Irina Razumovskaya

Irina Razumovskaya is a London-based artist whose work explores themes of female identity, cultural memory, and diaspora. Rooted in material and form, her hand-built ceramic sculptures weave historical references into pieces that embody resilience and reimagine decay as a space of beauty and transformation.
 
Irina's work blurs the line between artifact and art: architecturally minimal silhouettes and wabi-sabi surfaces give her sculptures the presence of ancient relics unearthed in contemporary times. Layers of peeling glaze and textured clay recall crumbling walls and weathered ruins, quietly unearthing stories of diaspora and survival embedded in material. Despite their minimalism, these forms carry a profound emotional weight - a silent, tactile storytelling that bypasses words and speaks directly to the senses.
 
Committed to redefining ceramics as a medium of intellectual and artistic depth, Irina positions clay not as craft or decor, but as archaeology of feeling. Each piece is an alchemical fusion of past and present: fragments of cultural memory transformed into modern sculptural poetry. By embracing imperfection and transience, she invites the viewer into a contemplative dialogue about what endures. In the absence of overt narrative, the work itself becomes the narrative - a testament to resilience, belonging, and the shared human impulse to find beauty in broken things.

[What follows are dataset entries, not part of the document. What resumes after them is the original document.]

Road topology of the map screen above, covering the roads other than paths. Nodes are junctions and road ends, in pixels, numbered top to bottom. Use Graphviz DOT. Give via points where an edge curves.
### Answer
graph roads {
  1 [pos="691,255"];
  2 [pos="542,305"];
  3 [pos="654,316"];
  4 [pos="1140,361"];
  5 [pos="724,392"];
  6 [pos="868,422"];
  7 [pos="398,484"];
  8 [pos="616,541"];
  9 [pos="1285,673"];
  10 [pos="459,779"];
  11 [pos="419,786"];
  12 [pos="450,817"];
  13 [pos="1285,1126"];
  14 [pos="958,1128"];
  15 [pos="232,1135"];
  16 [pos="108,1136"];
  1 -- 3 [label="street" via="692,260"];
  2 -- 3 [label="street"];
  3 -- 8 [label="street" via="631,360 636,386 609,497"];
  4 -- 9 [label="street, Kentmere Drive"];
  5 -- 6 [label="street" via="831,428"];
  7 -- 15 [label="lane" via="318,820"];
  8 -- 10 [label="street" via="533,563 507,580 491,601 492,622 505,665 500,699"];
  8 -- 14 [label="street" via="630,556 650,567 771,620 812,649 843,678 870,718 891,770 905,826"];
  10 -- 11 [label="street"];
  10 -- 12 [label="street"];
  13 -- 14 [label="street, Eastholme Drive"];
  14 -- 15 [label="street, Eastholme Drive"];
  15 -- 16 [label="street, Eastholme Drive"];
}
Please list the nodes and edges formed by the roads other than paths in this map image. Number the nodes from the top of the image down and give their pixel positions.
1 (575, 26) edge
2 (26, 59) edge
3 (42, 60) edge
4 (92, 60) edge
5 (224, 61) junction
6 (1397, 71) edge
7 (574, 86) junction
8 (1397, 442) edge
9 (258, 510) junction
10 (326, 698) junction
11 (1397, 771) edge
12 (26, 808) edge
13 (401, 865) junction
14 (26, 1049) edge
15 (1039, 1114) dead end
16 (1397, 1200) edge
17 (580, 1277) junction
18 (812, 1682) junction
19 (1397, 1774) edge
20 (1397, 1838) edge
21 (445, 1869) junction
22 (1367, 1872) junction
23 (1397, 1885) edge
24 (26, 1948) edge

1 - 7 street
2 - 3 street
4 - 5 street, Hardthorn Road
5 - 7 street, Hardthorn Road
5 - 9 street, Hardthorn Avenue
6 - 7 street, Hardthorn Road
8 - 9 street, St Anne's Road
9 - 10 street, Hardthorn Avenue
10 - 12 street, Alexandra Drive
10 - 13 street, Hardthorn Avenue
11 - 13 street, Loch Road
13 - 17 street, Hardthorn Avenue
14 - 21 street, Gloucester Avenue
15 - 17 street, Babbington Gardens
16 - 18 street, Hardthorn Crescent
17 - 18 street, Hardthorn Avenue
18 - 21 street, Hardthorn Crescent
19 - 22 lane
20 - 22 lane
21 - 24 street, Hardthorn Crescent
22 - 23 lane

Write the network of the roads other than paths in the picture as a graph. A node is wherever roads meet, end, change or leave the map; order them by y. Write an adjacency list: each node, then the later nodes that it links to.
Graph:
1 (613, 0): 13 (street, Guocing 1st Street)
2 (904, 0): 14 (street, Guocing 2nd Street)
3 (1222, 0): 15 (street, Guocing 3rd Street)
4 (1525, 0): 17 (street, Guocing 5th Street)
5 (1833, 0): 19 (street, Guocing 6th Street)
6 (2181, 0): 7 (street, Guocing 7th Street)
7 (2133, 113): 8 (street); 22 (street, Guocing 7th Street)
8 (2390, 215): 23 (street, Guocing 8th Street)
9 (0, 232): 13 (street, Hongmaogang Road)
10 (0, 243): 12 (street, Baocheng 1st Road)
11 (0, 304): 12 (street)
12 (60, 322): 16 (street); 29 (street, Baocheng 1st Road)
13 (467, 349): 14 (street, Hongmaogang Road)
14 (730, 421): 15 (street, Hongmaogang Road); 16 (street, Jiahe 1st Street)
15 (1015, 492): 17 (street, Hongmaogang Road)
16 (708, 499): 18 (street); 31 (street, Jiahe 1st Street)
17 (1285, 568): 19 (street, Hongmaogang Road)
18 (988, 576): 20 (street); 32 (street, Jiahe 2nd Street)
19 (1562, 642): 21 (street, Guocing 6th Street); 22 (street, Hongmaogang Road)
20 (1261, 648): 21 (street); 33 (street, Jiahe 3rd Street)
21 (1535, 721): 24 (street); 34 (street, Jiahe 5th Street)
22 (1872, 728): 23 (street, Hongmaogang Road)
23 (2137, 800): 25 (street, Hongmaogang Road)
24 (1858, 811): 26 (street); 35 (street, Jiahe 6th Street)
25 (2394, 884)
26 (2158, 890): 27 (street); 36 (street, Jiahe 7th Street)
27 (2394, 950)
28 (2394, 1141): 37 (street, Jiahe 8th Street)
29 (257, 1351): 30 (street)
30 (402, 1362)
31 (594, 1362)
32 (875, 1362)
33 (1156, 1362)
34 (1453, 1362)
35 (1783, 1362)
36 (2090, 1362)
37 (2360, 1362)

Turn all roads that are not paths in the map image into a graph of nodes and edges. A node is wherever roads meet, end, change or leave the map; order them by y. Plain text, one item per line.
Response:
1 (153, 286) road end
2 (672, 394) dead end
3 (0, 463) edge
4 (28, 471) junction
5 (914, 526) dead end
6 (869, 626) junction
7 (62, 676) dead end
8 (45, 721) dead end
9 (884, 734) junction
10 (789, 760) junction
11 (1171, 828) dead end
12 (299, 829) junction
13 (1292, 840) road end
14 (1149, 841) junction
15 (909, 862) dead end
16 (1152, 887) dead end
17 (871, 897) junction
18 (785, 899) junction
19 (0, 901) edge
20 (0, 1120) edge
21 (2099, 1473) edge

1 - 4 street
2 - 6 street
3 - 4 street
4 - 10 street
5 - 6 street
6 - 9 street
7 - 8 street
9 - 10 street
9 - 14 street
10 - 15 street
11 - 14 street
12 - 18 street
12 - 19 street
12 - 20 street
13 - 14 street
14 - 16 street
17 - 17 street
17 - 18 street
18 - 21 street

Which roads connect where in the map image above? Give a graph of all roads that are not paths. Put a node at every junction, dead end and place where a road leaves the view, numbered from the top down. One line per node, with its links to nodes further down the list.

Irina studied at the Saint Petersburg State Academy of Art and Design (BA, MFA) and the Royal College of Art in London (MA), where she now works as an Associate Lecturer. Her work has been exhibited internationally, including solo presentations at Cromwell Place in London and Officine Saffi in Milan. Her sculptures have also been included in group exhibitions such as FLUX at Sotheby's Stockholm, New Sculptural Presence at Nilufar Gallery during Milan Design Week, and Argylos at Carson Gallery in Athens.

She has been recognised in international competitions including the Loewe Craft Prize, the Mino Ceramic Competition, and the Faenza Prize, and is a recipient of several awards including First Prize at the Westerwald Museum in Germany. Her works are held in public collections including Chatsworth House (UK), the Mashiko Museum of Ceramic Art (Japan), the Yingge Ceramics Museum (Taiwan), the Icheon World Ceramic Center (Korea), andthe Museum of Fine Arts in Lyon (France).